Once seen as an experimental technique, crowdsourcing has found acceptance as a mode of technology innovation and implementation across organizations. Gartner has estimated that by 2018 yearend, crowdsourcing (the practice of tapping a distributed labor force of mainly freelance workers, typically through digital channels, to complete a specific piece of work) will constitute 20 percent of all enterprise software application-development initiatives.1

Enterprises and technology providers are increasingly turning to crowdsourcing because of the benefits it offers:

  • Talent: As demand for increasingly niche and sophisticated skills increases, crowdsourcing is becoming a flexible way to access new talent. Organizations are also using internal crowdsourcing marketplaces to help employees hone new skills and keep them engaged.
  • Speed: Huge projects that might otherwise take months to complete can be broken down, parceled out, and completed by multiple teams working in parallel.

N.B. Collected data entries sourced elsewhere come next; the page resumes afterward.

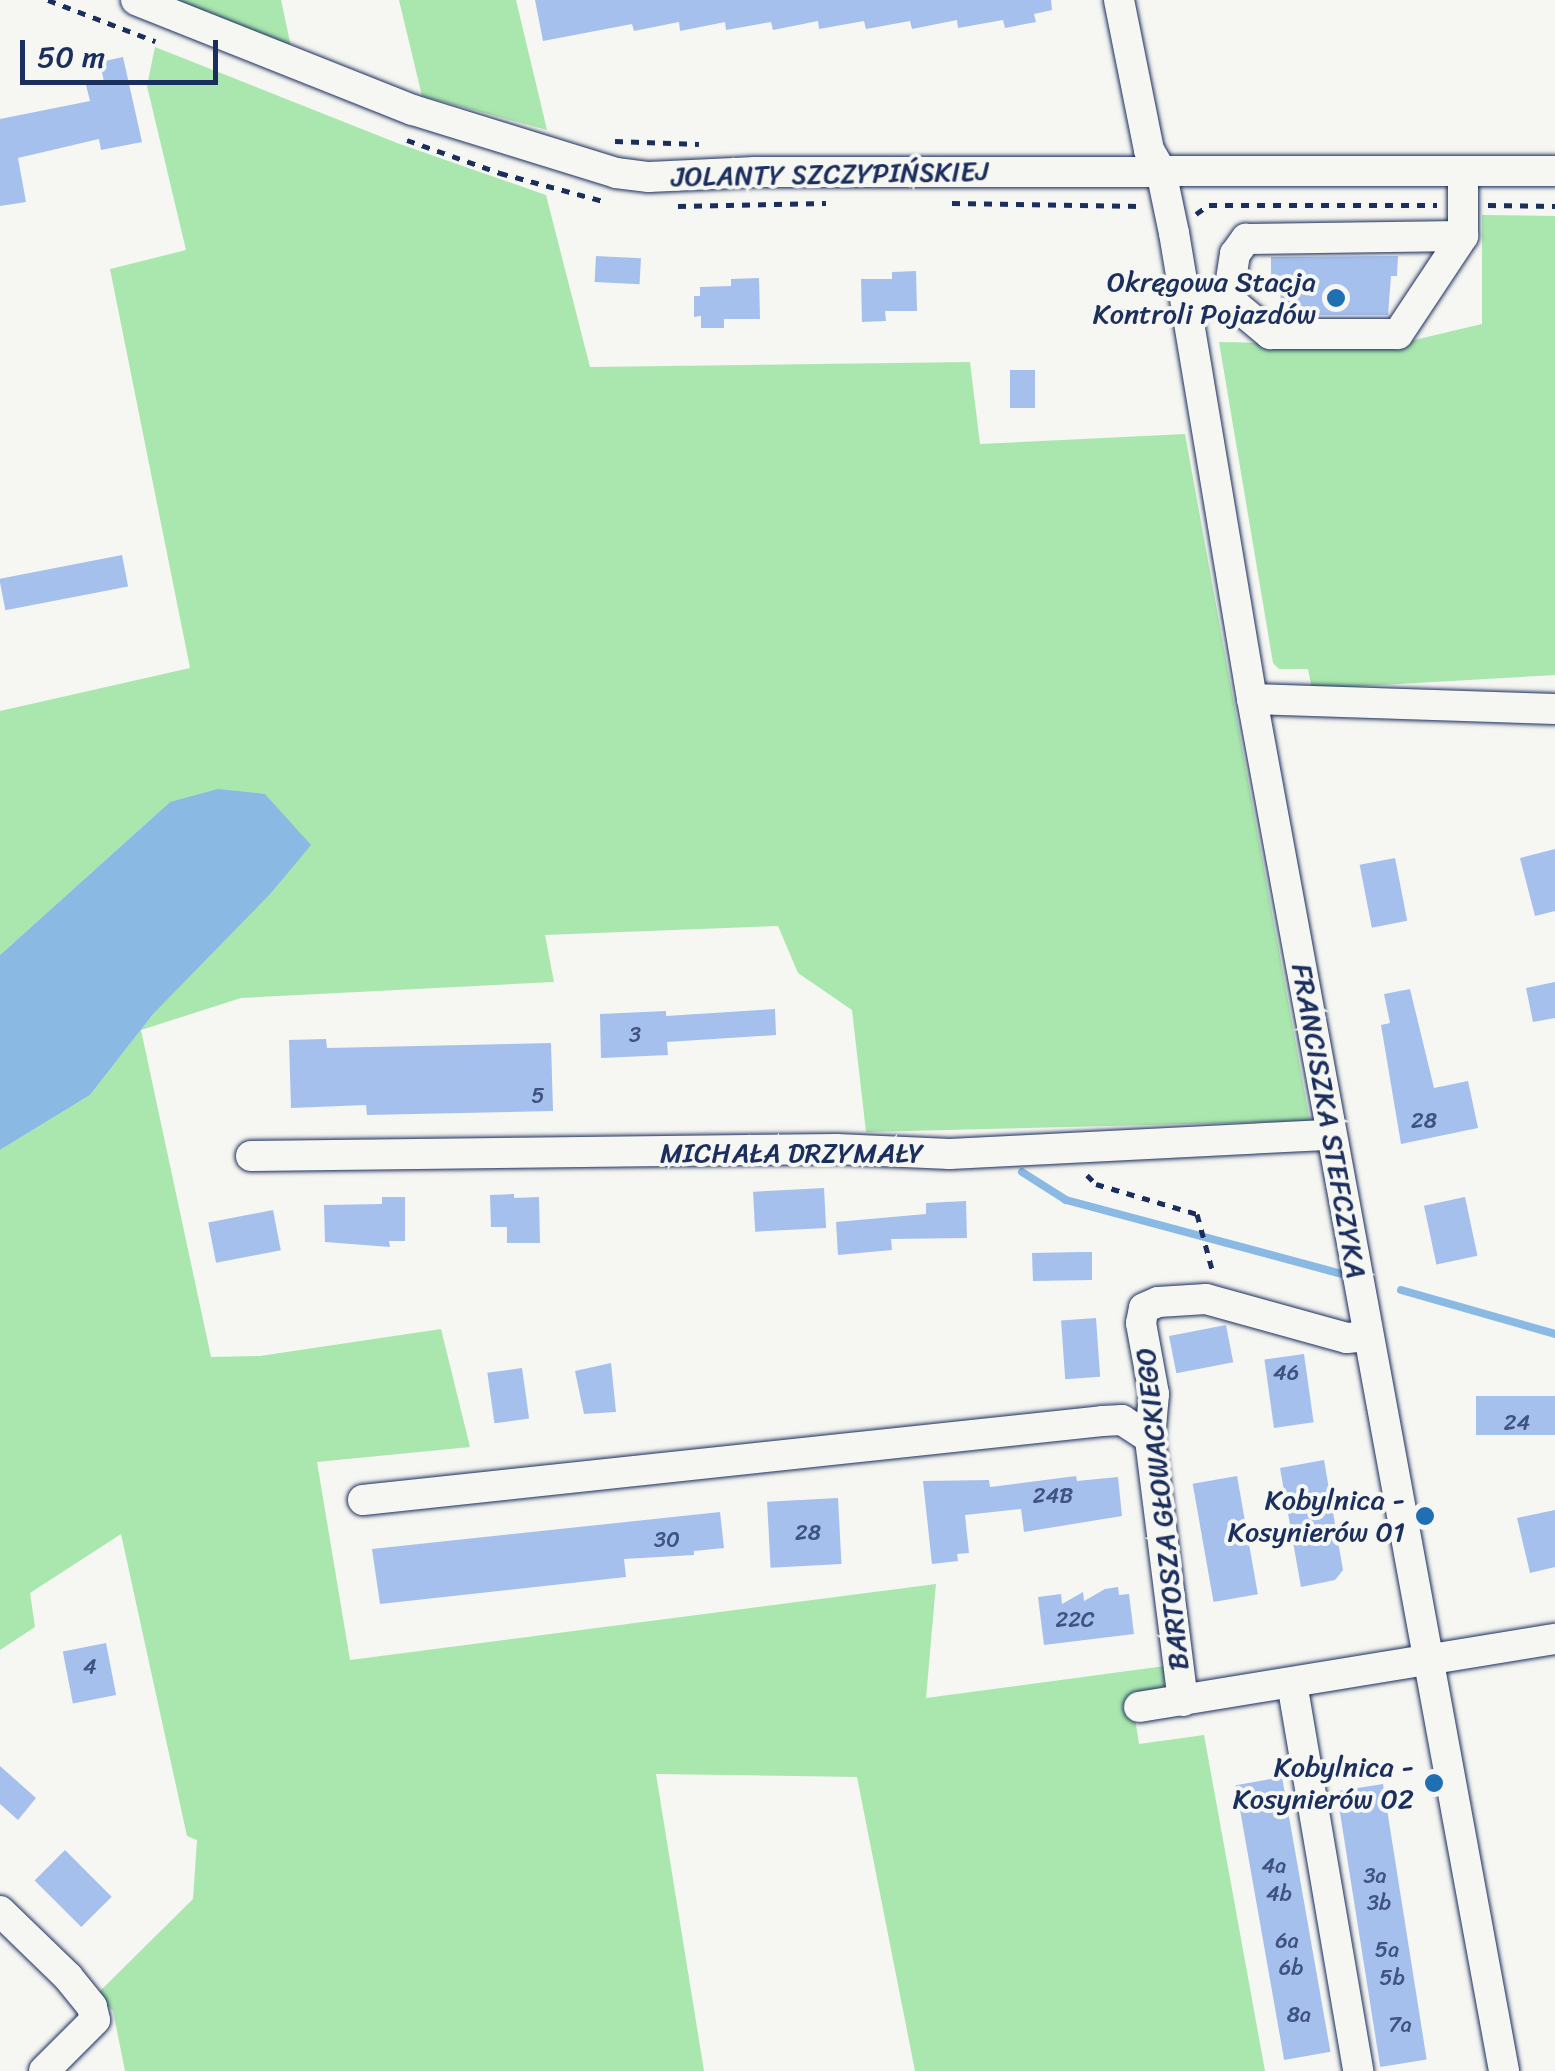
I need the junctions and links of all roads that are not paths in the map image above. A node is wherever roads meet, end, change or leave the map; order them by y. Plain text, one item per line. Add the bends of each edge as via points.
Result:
1 (136, 0) edge
2 (1119, 0) edge
3 (1160, 171) junction
4 (1464, 172) junction
5 (1555, 172) edge
6 (1464, 236) junction
7 (1228, 298) junction
8 (1186, 305) junction
9 (1252, 699) junction
10 (1555, 709) edge
11 (1332, 1135) junction
12 (251, 1156) dead end
13 (1368, 1336) junction
14 (1150, 1438) junction
15 (363, 1500) dead end
16 (1555, 1639) edge
17 (1429, 1660) junction
18 (1292, 1683) junction
19 (1183, 1701) junction
20 (1139, 1707) dead end
21 (0, 1910) edge
22 (44, 2071) edge
23 (1358, 2071) edge
24 (1504, 2071) edge

1 - 3 street, JOLANTY SZCZYPIŃSKIEJ via 414,110 616,173
2 - 3 street, FRANCISZKA STEFCZYKA via 1148,150
3 - 4 street, JOLANTY SZCZYPIŃSKIEJ
3 - 8 street, FRANCISZKA STEFCZYKA
4 - 5 street, JOLANTY SZCZYPIŃSKIEJ
4 - 6 street
6 - 7 street via 1246,239 1232,264
6 - 7 street via 1398,334 1270,334
7 - 8 street
8 - 9 street, FRANCISZKA STEFCZYKA
9 - 10 street
9 - 11 street, FRANCISZKA STEFCZYKA
11 - 12 street, MICHAŁA DRZYMAŁY via 950,1154 836,1149
11 - 13 street, FRANCISZKA STEFCZYKA
13 - 14 street, BARTOSZA GŁOWACKIEGO via 1348,1338 1206,1300 1144,1308 1140,1323 1154,1394
13 - 17 street, FRANCISZKA STEFCZYKA
14 - 15 street via 1122,1420 1102,1421
14 - 19 street, BARTOSZA GŁOWACKIEGO
16 - 17 street, BARTOSZA GŁOWACKIEGO
17 - 18 street, BARTOSZA GŁOWACKIEGO
17 - 24 street, FRANCISZKA STEFCZYKA
18 - 19 street, BARTOSZA GŁOWACKIEGO
18 - 23 street
19 - 20 street, BARTOSZA GŁOWACKIEGO
21 - 22 street via 85,1996 95,2020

At one company, crowdsourcing reduced what would normally be a nine-month-long research project to three months.
  • Cost: The average cost of a crowdsourced project is usually significantly lower than what most organizations would spend internally to develop the same solution. Analysts estimate that within IT-services businesses, crowdsourcing can increase productivity by up to 9 percent and reduce costs by up to 7 percent.2 One technology major sourced three different analytical models through crowdsourcing and developed a best-of-breed solution at a ~5 percent lower cost than deploying a full-time team.

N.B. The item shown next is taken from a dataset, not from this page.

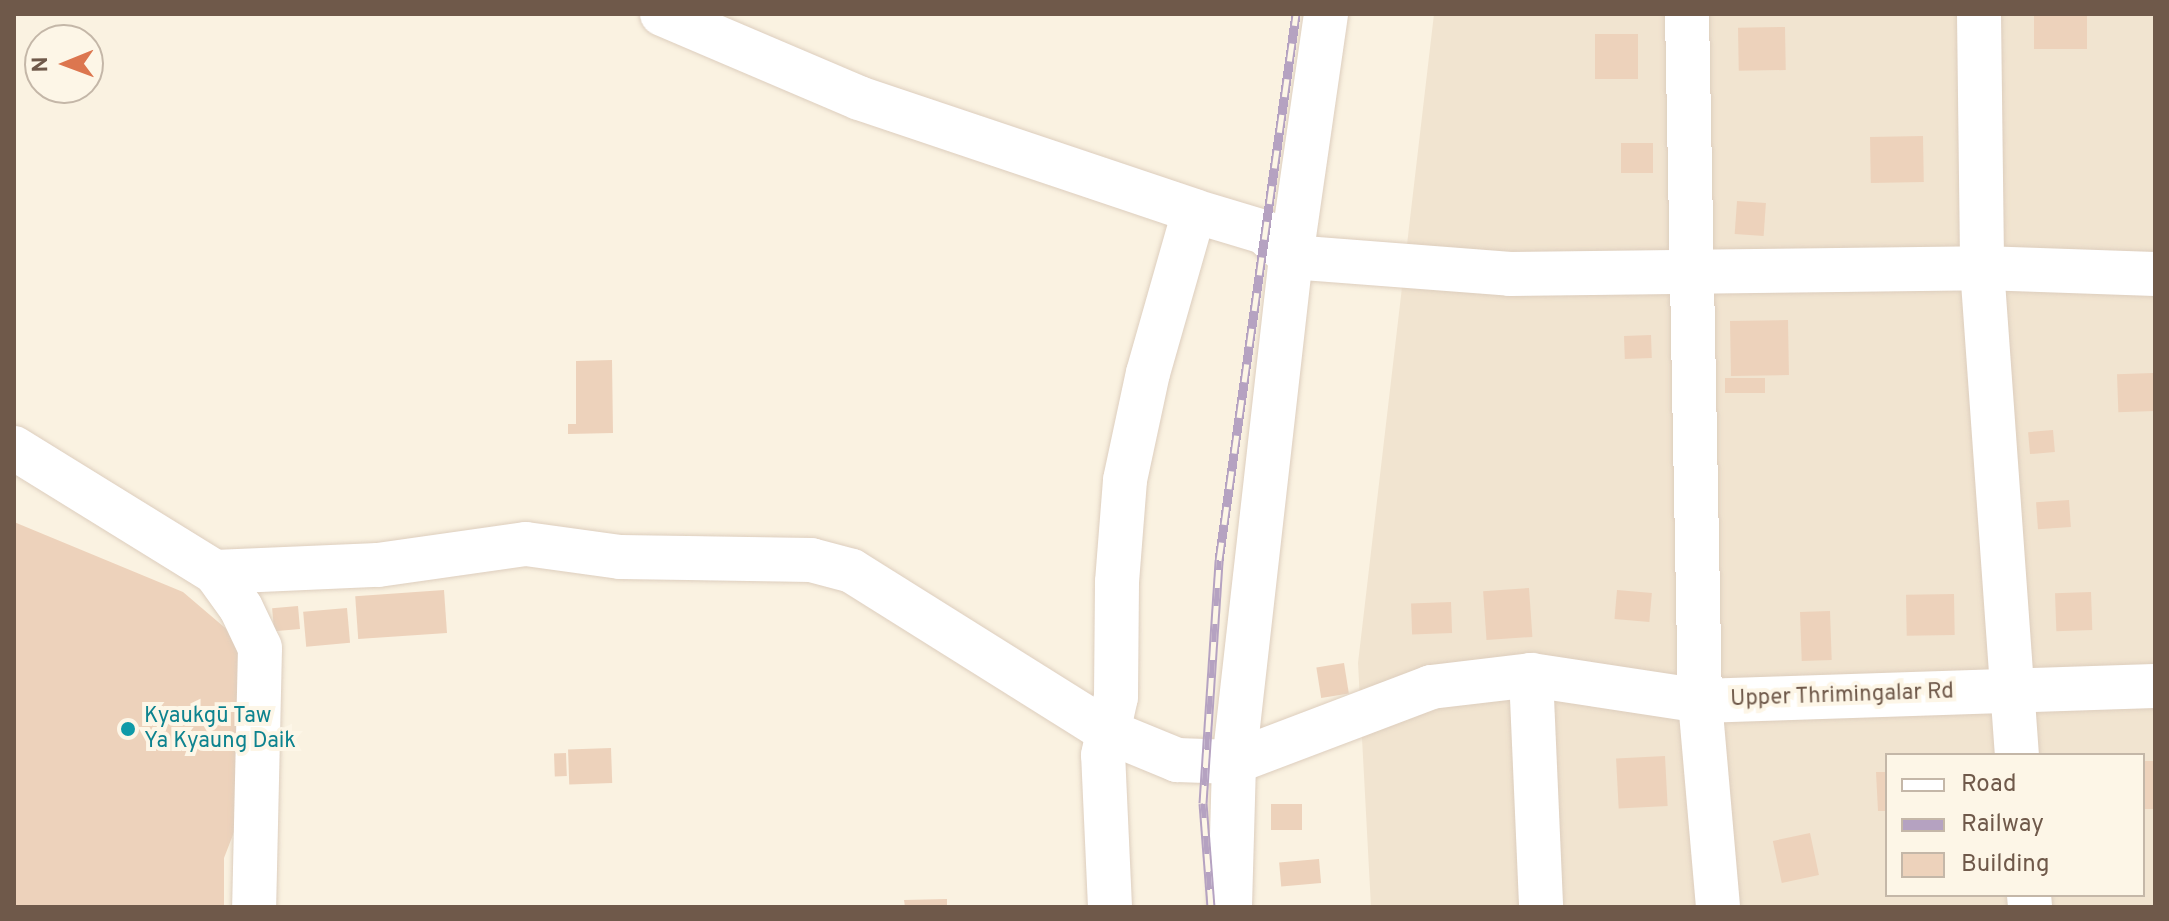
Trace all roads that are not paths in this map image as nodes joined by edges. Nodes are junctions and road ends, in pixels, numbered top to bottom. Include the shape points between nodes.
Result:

That shift in demand has been matched by a change on the supply side, as many skilled workers are now looking for opportunities to work on diverse sets of problems with no long-term employment commitment. Crowdsourcing platforms give them the flexibility of choosing the when, what, and how of their work. This development has now made it easier than ever to hire niche talent from around the globe to work on specific problems on short notice.

Despite the clear benefits of crowdsourcing, we find that companies are consistently running into pitfalls:

  1. Poor understanding of what tasks and platforms are best suited for crowdsourcing. Companies are often tempted to crowdsource a wide range of tasks without understanding which activities are suitable and which are not. That lack of clarity often extends to platform selection. Different crowdsourcing platforms are optimized for different activities.
  2. A management apparatus that can’t address the specific demands of crowdsourcing. Enterprises have developed management roles and practices to manage traditional IT projects, but those capabilities cannot address the specific circumstances of crowdsourced projects. New capabilities are needed to focus on process, integration, and management to support crowdsourcing.
  3. Underestimating the complexity of working with established architecture. Standard IT structures tend to be monolithic and made up of a mix of large and often-outdated systems. That lack of flexibility can radically increase the complexity of crowdsourcing as IT managers try to address an often-baffling set of system dependencies and configurations for any given project.
  4. Insufficient attention to client confidentiality. The remote nature of crowdsourced delivery means that enterprises need to enforce high levels of client confidentiality. But the complexities of sharing, allowing access to files, and validating solutions require a clear approach to confidentiality protections before a project even begins.
  5. Misaligned pricing incentives. Too often, enterprises default to traditional pricing practices that lead to poor outcomes, do not attract the best talent, and have a low ROI.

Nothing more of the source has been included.